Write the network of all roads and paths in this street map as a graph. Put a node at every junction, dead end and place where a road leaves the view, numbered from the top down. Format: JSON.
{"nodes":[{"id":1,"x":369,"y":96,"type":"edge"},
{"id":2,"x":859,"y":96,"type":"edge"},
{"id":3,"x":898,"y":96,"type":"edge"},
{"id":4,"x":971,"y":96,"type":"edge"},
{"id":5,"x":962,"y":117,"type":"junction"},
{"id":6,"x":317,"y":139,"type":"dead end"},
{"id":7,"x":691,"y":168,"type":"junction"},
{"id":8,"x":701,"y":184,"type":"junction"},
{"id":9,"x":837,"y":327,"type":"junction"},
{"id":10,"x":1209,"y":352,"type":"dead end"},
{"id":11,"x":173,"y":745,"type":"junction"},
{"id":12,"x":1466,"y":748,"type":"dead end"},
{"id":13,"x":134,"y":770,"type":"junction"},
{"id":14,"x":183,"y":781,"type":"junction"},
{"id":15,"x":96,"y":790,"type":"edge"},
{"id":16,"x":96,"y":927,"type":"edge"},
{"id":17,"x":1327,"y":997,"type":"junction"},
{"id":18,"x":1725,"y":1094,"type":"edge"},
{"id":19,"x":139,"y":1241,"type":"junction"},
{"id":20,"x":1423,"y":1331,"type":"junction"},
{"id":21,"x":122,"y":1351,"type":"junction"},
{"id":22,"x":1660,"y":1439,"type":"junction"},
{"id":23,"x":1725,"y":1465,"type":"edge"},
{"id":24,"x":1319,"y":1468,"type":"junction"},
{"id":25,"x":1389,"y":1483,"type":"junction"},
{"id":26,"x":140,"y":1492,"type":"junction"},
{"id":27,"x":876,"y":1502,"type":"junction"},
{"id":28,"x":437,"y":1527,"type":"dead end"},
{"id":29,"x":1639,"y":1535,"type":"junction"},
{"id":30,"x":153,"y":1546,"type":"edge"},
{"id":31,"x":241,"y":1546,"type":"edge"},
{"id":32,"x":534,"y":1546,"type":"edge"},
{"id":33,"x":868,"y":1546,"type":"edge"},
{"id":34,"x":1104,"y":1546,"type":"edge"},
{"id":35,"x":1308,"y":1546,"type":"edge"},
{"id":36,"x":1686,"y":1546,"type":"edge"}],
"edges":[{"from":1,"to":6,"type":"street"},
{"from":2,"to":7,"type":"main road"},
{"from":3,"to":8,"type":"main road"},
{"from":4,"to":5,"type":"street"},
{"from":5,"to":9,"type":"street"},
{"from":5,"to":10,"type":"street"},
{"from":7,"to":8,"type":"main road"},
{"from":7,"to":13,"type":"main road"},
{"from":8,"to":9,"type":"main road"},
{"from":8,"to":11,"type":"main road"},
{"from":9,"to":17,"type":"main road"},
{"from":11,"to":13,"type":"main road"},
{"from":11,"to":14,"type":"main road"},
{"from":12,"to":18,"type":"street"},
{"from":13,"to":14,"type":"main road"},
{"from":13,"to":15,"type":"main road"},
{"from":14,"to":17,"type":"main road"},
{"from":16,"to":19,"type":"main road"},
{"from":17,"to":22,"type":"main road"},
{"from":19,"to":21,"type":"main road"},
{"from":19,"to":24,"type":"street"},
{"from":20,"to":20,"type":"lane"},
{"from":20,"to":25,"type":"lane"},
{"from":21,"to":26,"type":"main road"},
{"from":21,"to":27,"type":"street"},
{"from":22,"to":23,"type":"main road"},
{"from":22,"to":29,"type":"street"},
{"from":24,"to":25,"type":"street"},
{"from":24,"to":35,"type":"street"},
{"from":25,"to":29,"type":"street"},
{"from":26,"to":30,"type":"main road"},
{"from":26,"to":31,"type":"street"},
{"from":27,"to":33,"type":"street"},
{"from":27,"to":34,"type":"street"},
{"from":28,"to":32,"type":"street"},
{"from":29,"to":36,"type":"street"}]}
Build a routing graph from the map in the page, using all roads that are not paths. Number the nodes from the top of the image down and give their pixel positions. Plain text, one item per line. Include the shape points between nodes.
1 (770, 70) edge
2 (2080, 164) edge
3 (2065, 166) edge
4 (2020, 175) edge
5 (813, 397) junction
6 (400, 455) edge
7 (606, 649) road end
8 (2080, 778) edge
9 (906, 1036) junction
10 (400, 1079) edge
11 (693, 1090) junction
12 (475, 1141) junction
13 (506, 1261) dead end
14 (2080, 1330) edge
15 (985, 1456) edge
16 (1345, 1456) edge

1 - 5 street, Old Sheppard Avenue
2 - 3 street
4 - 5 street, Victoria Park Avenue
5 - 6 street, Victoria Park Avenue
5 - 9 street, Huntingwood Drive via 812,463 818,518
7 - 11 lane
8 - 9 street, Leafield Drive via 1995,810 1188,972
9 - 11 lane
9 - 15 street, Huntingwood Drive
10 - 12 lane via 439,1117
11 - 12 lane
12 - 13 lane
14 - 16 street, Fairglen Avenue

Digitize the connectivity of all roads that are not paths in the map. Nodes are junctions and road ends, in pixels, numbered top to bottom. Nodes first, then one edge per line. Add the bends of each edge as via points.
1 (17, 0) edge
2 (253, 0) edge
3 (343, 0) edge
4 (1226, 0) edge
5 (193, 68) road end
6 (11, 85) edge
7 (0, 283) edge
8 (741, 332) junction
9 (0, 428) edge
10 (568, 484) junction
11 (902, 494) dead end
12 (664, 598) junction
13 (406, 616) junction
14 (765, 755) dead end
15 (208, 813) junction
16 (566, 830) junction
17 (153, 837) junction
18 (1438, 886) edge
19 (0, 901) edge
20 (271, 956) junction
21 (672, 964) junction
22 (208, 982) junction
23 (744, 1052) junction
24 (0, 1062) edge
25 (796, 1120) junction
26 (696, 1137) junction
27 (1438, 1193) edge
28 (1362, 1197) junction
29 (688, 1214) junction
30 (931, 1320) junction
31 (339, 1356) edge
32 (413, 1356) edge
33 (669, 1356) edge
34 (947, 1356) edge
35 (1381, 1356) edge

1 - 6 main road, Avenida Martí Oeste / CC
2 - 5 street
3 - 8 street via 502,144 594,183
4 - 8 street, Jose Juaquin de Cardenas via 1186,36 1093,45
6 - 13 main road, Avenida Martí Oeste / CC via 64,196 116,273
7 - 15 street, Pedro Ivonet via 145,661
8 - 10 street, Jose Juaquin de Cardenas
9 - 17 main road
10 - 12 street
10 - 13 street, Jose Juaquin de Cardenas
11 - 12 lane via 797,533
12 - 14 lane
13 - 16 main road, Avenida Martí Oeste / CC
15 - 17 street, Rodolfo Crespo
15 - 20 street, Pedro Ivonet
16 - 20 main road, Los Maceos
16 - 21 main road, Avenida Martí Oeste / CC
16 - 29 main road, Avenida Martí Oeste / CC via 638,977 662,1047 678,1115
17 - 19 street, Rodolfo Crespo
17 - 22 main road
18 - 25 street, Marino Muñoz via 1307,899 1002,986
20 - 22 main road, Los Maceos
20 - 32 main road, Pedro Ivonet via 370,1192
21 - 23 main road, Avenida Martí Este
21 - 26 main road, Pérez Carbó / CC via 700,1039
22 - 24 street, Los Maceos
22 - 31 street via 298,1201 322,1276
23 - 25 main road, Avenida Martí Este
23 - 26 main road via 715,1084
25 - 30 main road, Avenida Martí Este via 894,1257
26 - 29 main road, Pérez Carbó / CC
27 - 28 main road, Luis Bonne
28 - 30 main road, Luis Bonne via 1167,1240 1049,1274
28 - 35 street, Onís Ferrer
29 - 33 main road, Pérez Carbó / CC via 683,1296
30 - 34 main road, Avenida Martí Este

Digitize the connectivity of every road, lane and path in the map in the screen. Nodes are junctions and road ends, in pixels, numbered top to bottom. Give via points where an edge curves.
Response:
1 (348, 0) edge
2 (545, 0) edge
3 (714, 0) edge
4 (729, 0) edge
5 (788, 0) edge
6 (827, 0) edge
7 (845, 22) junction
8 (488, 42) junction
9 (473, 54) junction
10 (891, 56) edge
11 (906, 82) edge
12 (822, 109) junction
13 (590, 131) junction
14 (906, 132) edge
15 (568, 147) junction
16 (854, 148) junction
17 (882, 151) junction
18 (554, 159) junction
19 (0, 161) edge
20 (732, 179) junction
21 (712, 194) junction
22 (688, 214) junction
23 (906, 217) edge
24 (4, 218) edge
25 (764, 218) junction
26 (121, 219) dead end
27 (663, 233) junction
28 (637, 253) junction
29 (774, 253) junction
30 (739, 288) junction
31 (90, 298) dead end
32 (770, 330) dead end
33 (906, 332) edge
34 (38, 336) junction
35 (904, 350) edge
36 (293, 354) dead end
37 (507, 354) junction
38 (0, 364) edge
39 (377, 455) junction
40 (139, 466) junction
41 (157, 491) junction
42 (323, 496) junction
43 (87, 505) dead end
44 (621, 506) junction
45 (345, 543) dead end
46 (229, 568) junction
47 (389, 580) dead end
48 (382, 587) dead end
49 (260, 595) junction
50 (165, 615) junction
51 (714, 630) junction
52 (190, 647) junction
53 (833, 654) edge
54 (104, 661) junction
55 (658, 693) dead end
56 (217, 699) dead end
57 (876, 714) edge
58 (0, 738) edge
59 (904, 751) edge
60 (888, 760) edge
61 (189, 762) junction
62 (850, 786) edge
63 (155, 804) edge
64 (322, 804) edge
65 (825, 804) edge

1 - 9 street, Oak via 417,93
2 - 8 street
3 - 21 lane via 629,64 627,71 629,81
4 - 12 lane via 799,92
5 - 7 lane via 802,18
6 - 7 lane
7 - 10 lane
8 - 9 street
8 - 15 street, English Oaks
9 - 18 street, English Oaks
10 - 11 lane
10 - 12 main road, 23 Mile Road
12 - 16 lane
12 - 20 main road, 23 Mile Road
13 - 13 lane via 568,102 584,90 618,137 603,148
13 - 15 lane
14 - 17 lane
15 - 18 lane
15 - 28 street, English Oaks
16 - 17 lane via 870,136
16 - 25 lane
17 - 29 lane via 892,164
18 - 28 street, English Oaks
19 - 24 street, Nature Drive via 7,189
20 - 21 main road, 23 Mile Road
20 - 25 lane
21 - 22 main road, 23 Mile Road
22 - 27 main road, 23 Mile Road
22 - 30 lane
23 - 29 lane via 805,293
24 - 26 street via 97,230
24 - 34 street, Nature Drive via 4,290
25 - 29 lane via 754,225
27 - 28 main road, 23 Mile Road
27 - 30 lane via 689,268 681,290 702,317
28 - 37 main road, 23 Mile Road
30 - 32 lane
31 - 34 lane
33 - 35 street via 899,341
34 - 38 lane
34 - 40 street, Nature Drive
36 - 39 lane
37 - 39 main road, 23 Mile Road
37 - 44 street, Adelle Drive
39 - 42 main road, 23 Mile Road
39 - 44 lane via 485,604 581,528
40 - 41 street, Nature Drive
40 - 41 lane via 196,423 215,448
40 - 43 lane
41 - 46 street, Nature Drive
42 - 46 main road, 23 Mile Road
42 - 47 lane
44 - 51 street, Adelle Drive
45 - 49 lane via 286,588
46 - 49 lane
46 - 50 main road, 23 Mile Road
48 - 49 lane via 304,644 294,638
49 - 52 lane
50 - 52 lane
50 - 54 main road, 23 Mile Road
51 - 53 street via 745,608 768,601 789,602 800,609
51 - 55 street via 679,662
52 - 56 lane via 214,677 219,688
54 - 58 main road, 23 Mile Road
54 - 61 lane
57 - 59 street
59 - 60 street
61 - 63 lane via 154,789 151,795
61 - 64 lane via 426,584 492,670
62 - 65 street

_WORK INSTRUCTIONS_.
Scan the material for the word "graph". Return every line where it is found.

_FINAL ANSWER_.
Write the network of all roads and paths in this street map as a graph. Put a node at every junction, dead end and place where a road leaves the view, numbered from the top down. Format: JSON.
Build a routing graph from the map in the page, using all roads that are not paths. Number the nodes from the top of the image down and give their pixel positions. Plain text, one item per line. Include the shape points between nodes.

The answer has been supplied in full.